Among the entries below, count the lines where the string "Mickiewicza" occurs, and give only the number.

===

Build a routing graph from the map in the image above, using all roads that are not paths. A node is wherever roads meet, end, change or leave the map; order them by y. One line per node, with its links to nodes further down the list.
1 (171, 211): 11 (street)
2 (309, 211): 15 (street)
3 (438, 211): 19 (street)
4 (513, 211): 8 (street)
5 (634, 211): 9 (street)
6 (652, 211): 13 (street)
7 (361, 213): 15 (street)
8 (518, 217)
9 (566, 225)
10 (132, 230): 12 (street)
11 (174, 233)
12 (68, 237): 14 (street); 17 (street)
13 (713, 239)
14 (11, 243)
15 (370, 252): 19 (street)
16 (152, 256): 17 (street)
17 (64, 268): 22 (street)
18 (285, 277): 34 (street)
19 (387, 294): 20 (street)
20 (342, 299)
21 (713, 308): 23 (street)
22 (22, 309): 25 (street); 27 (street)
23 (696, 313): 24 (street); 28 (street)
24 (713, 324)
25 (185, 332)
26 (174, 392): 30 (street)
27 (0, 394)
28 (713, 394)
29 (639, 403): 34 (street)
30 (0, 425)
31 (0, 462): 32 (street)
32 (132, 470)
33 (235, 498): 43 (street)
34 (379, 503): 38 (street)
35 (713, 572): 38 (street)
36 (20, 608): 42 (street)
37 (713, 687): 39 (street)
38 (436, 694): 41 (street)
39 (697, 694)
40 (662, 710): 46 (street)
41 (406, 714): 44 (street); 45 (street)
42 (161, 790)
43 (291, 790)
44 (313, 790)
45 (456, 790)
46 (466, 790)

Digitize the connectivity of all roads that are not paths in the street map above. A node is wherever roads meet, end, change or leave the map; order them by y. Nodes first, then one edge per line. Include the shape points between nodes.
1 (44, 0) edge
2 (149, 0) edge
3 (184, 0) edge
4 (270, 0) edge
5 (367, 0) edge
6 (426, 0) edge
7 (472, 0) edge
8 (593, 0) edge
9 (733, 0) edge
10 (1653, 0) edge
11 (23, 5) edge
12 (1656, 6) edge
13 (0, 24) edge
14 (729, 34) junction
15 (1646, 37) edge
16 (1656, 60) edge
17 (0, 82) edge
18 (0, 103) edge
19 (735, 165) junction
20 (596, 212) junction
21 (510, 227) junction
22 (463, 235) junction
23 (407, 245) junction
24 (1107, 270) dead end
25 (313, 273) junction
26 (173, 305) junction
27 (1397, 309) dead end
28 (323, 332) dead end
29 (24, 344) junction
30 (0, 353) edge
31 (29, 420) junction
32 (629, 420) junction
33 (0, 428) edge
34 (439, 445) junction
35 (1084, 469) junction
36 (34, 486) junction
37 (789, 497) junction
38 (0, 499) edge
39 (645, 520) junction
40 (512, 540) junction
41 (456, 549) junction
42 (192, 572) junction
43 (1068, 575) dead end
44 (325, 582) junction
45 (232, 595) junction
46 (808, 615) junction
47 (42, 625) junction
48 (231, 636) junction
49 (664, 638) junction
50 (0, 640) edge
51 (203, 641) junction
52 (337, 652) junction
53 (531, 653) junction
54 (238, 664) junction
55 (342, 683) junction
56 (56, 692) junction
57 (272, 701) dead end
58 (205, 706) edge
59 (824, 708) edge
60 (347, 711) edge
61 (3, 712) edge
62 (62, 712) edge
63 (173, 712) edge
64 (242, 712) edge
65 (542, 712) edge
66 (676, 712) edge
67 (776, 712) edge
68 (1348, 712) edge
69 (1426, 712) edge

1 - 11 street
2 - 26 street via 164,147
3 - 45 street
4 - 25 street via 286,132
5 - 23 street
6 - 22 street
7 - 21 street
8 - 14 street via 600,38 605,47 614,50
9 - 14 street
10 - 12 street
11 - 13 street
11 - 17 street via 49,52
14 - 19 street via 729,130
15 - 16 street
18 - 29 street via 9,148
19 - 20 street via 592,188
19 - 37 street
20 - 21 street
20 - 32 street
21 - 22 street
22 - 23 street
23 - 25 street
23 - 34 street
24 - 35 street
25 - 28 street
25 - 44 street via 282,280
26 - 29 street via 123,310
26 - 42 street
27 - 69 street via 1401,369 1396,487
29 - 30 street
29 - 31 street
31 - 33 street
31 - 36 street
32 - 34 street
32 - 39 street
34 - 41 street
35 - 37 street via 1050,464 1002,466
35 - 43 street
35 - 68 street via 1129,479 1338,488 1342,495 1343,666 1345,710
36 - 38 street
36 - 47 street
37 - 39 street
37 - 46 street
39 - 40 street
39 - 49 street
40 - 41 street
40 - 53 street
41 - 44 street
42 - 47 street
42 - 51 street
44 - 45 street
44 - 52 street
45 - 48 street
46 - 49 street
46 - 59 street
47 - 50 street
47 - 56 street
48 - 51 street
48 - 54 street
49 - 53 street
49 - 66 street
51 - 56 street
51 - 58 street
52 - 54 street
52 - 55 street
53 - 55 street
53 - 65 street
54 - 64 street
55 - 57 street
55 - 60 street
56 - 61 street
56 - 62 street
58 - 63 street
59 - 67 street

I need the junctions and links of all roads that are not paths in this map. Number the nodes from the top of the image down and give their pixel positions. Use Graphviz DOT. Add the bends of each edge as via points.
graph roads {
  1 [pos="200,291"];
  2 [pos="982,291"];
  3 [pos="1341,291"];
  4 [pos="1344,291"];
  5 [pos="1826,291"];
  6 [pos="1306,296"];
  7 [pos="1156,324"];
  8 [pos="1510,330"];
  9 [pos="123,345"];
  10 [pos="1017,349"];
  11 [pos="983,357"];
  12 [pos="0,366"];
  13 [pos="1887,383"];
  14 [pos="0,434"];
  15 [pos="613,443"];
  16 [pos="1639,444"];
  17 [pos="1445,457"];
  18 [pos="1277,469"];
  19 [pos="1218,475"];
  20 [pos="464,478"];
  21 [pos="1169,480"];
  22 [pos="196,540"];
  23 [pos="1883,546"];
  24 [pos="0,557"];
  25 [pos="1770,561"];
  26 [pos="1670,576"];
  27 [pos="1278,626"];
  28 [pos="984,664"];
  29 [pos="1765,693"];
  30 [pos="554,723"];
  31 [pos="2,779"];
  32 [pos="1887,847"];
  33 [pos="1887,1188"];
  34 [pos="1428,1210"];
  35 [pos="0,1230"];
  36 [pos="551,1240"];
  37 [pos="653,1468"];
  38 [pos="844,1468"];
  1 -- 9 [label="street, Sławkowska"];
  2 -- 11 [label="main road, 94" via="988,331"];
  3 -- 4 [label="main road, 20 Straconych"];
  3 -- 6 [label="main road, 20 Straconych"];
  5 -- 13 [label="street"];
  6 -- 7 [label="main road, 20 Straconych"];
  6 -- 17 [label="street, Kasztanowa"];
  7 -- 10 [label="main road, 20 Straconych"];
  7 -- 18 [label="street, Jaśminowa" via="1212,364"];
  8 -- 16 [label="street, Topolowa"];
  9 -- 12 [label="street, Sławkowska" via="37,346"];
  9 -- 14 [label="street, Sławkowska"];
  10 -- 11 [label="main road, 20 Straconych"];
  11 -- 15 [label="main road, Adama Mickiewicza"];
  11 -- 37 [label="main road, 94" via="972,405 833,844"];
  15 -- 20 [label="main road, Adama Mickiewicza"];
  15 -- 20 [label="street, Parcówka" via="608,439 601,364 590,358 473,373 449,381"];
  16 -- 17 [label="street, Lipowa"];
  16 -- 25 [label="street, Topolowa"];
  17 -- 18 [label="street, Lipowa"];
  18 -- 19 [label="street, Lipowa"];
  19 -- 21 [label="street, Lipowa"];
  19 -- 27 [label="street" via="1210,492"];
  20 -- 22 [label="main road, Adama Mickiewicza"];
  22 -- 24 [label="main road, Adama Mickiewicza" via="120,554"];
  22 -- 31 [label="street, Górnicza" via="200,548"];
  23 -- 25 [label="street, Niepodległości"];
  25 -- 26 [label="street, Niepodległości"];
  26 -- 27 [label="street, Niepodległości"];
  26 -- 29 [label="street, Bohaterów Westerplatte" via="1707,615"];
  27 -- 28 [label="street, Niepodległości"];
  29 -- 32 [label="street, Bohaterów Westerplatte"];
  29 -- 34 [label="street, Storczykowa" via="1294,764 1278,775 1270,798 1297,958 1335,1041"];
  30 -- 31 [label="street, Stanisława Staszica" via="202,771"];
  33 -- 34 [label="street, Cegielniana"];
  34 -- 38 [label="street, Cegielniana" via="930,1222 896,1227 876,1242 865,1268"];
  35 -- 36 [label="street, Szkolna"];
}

===

Reply to the task: 4